Show every line in the material below in which the string "الجيش" appears.

### Supplied records
= = = =
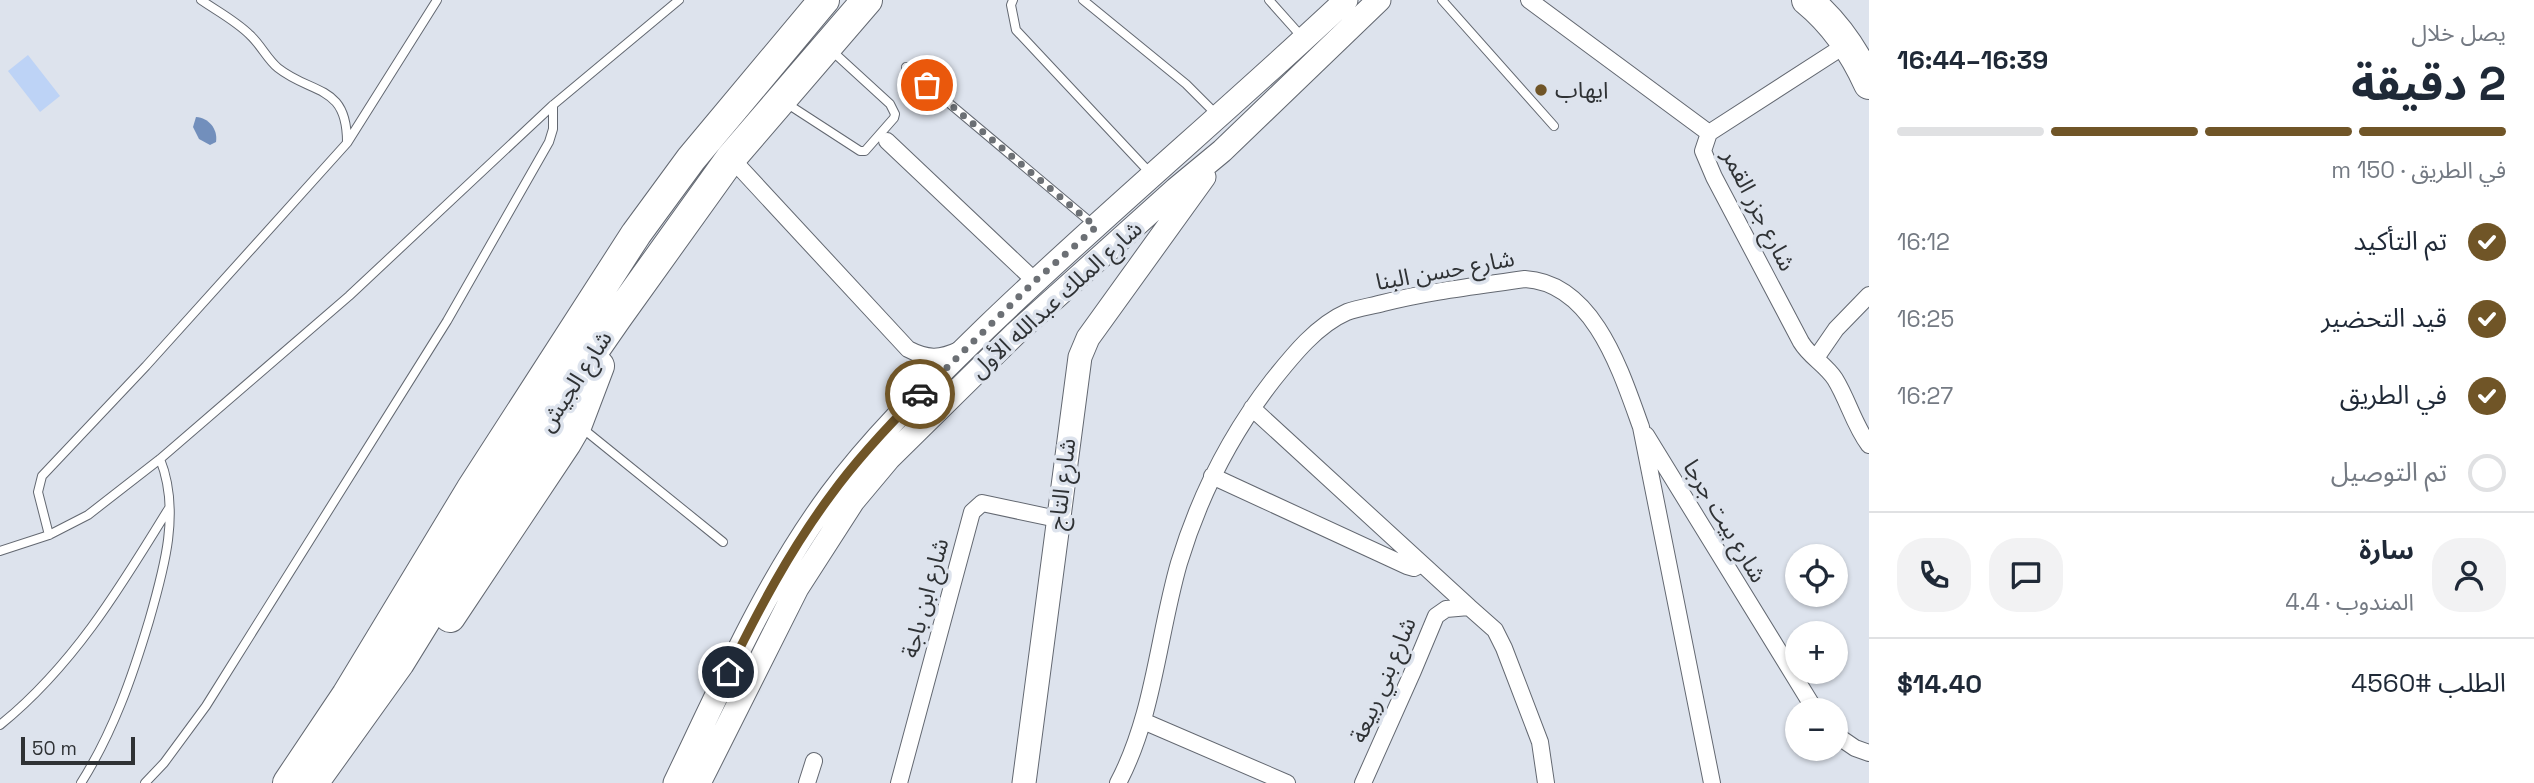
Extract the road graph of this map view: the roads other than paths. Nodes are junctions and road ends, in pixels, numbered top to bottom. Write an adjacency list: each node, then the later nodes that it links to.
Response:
1 (201, 0): 25 (lane)
2 (437, 0): 25 (lane)
3 (679, 0): 20 (lane)
4 (824, 0): 59 (highway, شارع الجيش)
5 (867, 0): 16 (highway, شارع الجيش)
6 (1013, 0): 28 (lane)
7 (1083, 0): 21 (lane)
8 (1269, 0): 14 (lane)
9 (1346, 0): 14 (main road, شارع الملك عبدالله الأول)
10 (1378, 0): 26 (main road, شارع الملك عبدالله الأول)
11 (1442, 0): 22 (lane)
12 (1528, 0): 23 (street)
13 (1814, 2): 15 (highway)
14 (1305, 39): 21 (main road, شارع الملك عبدالله الأول)
15 (1858, 43): 18 (highway); 23 (street, شارع جزر القمر)
16 (827, 46): 19 (highway, شارع الجيش); 19 (lane)
17 (906, 67): 30 (lane)
18 (1869, 84)
19 (781, 100): 27 (highway, شارع الجيش)
20 (553, 105): 42 (lane); 58 (lane)
21 (1219, 117): 28 (main road, شارع الملك عبدالله الأول)
22 (1555, 126)
23 (1709, 133): 37 (street, شارع جزر القمر)
24 (887, 141): 33 (street)
25 (347, 143): 46 (lane)
26 (1222, 151): 31 (main road, شارع الملك عبدالله الأول); 32 (main road, شارع التاج)
27 (731, 158): 35 (highway, شارع الجيش); 36 (street)
28 (1153, 176): 29 (main road, شارع الملك عبدالله الأول)
29 (1113, 211): 30 (main road, شارع الملك عبدالله الأول); 31 (main road)
30 (1096, 227): 33 (main road, شارع الملك عبدالله الأول)
31 (1127, 235): 32 (main road); 63 (main road, شارع الملك عبدالله الأول)
32 (1143, 262): 45 (main road, شارع التاج)
33 (1035, 281): 36 (main road, شارع الملك عبدالله الأول)
34 (1869, 295): 37 (street)
35 (617, 317): 39 (highway); 60 (highway, شارع الجيش)
36 (968, 346): 62 (main road, شارع الملك عبدالله الأول)
37 (1816, 358): 41 (street, شارع جزر القمر)
38 (1252, 408): 40 (street, شارع حسن البنا); 43 (street, شارع حسن البنا); 49 (street)
39 (577, 424): 47 (lane); 61 (highway)
40 (1641, 427): 51 (street, شارع بيت جرجا); 71 (street, شارع حسن البنا)
41 (1869, 445)
42 (160, 458): 44 (lane); 46 (lane)
43 (1212, 476): 49 (street); 52 (street, شارع حسن البنا)
44 (170, 506): 53 (lane); 57 (lane)
45 (1057, 519): 65 (street, شارع ابن باجة); 66 (main road, شارع التاج)
46 (49, 535): 48 (lane)
47 (723, 542)
48 (0, 551)
49 (1422, 564): 50 (street)
50 (1469, 607): 69 (street, شارع بني ربيعة); 70 (street)
51 (1808, 698)
52 (1143, 721): 67 (street, شارع حسن البنا); 68 (street)
53 (0, 725)
54 (1848, 743): 55 (street)
55 (1869, 754)
56 (814, 761): 64 (street)
57 (81, 783)
58 (145, 783)
59 (288, 783)
60 (313, 783)
61 (333, 783)
62 (675, 783)
63 (699, 783)
64 (807, 783)
65 (898, 783)
66 (1024, 783)
67 (1118, 783)
68 (1287, 783)
69 (1363, 783)
70 (1546, 783)
71 (1712, 783)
= = = =
### Answer
4 (824, 0): 59 (highway, شارع الجيش)
5 (867, 0): 16 (highway, شارع الجيش)
16 (827, 46): 19 (highway, شارع الجيش); 19 (lane)
19 (781, 100): 27 (highway, شارع الجيش)
27 (731, 158): 35 (highway, شارع الجيش); 36 (street)
35 (617, 317): 39 (highway); 60 (highway, شارع الجيش)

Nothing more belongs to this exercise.